## Goal of the exercise
Lines below starting with the line with "ring pip: (270, 209)" and going on through the line with "middle pip: (591, 196)" must be output exactly; the rest of the records must be left out.
═════ Data to use ═════
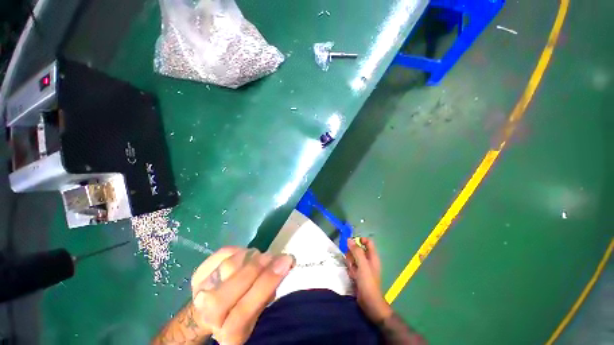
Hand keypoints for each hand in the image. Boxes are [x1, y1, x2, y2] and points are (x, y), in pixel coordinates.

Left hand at [190, 247, 294, 344]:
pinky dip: (239, 250)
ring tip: (261, 257)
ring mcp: (200, 292)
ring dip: (250, 257)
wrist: (213, 309)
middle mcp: (209, 317)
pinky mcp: (199, 273)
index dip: (266, 283)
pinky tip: (246, 255)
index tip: (286, 262)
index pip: (243, 312)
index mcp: (230, 334)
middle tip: (273, 255)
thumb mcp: (259, 310)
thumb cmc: (243, 310)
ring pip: (227, 267)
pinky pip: (223, 254)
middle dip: (256, 268)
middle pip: (230, 289)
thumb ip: (269, 293)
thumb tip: (284, 265)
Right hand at [345, 238, 392, 322]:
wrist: (369, 302)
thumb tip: (349, 239)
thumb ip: (356, 251)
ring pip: (353, 258)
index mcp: (372, 256)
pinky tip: (352, 276)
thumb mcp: (362, 264)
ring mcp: (363, 267)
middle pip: (358, 249)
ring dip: (351, 263)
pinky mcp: (359, 273)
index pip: (367, 242)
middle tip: (352, 261)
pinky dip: (351, 270)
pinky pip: (352, 266)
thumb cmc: (368, 281)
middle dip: (352, 254)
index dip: (360, 240)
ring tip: (353, 271)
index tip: (351, 243)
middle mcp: (368, 260)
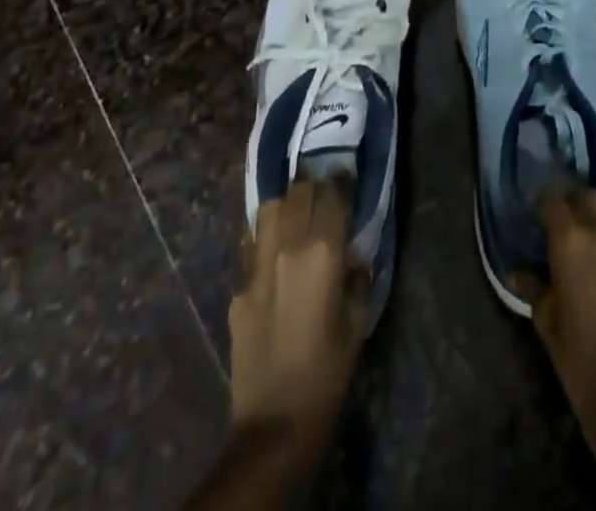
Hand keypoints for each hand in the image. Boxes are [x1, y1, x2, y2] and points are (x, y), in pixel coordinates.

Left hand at [228, 176, 368, 451]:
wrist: (275, 422)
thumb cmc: (328, 372)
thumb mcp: (356, 322)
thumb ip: (356, 279)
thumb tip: (354, 258)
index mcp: (323, 252)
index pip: (332, 195)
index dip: (341, 179)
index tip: (347, 173)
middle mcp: (288, 247)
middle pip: (299, 192)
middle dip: (313, 184)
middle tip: (323, 188)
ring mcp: (258, 265)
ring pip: (270, 209)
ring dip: (286, 203)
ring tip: (296, 210)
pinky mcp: (239, 288)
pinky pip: (252, 244)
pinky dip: (265, 236)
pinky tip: (273, 248)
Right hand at [518, 190, 595, 424]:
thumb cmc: (578, 357)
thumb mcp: (547, 321)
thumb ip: (534, 288)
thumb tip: (519, 272)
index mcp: (571, 241)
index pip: (554, 202)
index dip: (543, 204)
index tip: (535, 215)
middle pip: (591, 196)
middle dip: (576, 200)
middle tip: (562, 219)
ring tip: (582, 242)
═════
## Output for this exercise
ring pip: (270, 209)
ring dip: (286, 203)
ring tip: (296, 210)
pinky mcp: (239, 288)
pinky pip: (252, 244)
pinky dip: (265, 236)
pinky tip: (273, 248)
Right hand at [518, 190, 595, 424]:
thumb cmc: (578, 357)
thumb mcp: (547, 321)
thumb ip: (534, 288)
thumb tip: (519, 272)
index mcp: (571, 241)
index pip: (554, 202)
index dip: (543, 204)
index tip: (535, 215)
middle pip: (591, 196)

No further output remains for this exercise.